Une demi-heure plus tard, resté seul, il se contemplait, non sans complaisance, dans la psyché qui le rassura sur sa façon de porter soie et dentelle. La métamorphose était complète. Il avait l’air de jouer les Lindor dans une comédie du précieux Marivaux. Sa jeunesse se fit coquette devant le miroir ; il se prit à songer une seconde que, ainsi tourné et ainsi paré, il pourrait fort bien ne pas sembler trop dégoûtant à sa délicieuse hôtesse ; mais il chassa cette idée bien naturelle, comme une impertinence envers celle à qui il ne devait que respectueuse reconnaissance.

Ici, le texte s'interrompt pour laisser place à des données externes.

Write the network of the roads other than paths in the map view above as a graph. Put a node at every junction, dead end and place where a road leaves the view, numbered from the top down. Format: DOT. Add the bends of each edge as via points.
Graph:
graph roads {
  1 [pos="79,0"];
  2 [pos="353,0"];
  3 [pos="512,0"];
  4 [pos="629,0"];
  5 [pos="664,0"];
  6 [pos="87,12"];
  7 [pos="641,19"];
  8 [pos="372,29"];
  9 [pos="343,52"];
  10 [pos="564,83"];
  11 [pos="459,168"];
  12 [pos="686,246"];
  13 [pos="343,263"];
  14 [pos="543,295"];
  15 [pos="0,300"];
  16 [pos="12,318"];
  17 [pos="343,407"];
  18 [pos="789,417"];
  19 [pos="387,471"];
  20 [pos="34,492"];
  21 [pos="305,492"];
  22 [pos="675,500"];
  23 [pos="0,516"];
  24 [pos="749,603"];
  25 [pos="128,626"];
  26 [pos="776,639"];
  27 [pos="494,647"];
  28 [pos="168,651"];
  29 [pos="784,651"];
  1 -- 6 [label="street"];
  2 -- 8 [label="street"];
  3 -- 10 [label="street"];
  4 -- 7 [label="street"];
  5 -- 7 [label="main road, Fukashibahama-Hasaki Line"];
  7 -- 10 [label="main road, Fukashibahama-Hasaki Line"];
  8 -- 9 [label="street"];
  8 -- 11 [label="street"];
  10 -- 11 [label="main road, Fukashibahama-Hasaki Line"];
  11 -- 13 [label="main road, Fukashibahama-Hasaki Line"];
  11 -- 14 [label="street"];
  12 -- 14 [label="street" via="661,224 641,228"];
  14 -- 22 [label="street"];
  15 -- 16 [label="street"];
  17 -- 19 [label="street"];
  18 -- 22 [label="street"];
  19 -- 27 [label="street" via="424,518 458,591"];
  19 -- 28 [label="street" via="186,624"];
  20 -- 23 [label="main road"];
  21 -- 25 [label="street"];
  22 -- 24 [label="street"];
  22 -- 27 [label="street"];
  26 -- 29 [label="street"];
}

Cependant Gaspard, devenu subitement le chevalier de Roquebrune, reconnut que la comtesse, pour lui avoir si délibérément imposé cette qualité, avait dû le juger capable de la soutenir avec vraisemblance.

Le soir, le souper fut cérémonieux et charmant. A peine était-il terminé que la comtesse dit à son hôte, en présence du valet :

— Vous devez être fatigué, monsieur ; et vous pouvez prendre tout de suite un repos nécessaire. Du reste, considérez que vous vous devez aux études projetées, dont vous trouverez la matière dans la bibliothèque. Même, aux jours où cela vous conviendra, vos repas vous seront servis chez vous. Quand il s’agit pour eux d’un séjour prolongé, on doit à ses hôtes la plus entière liberté. Je vous souhaite un bon repos.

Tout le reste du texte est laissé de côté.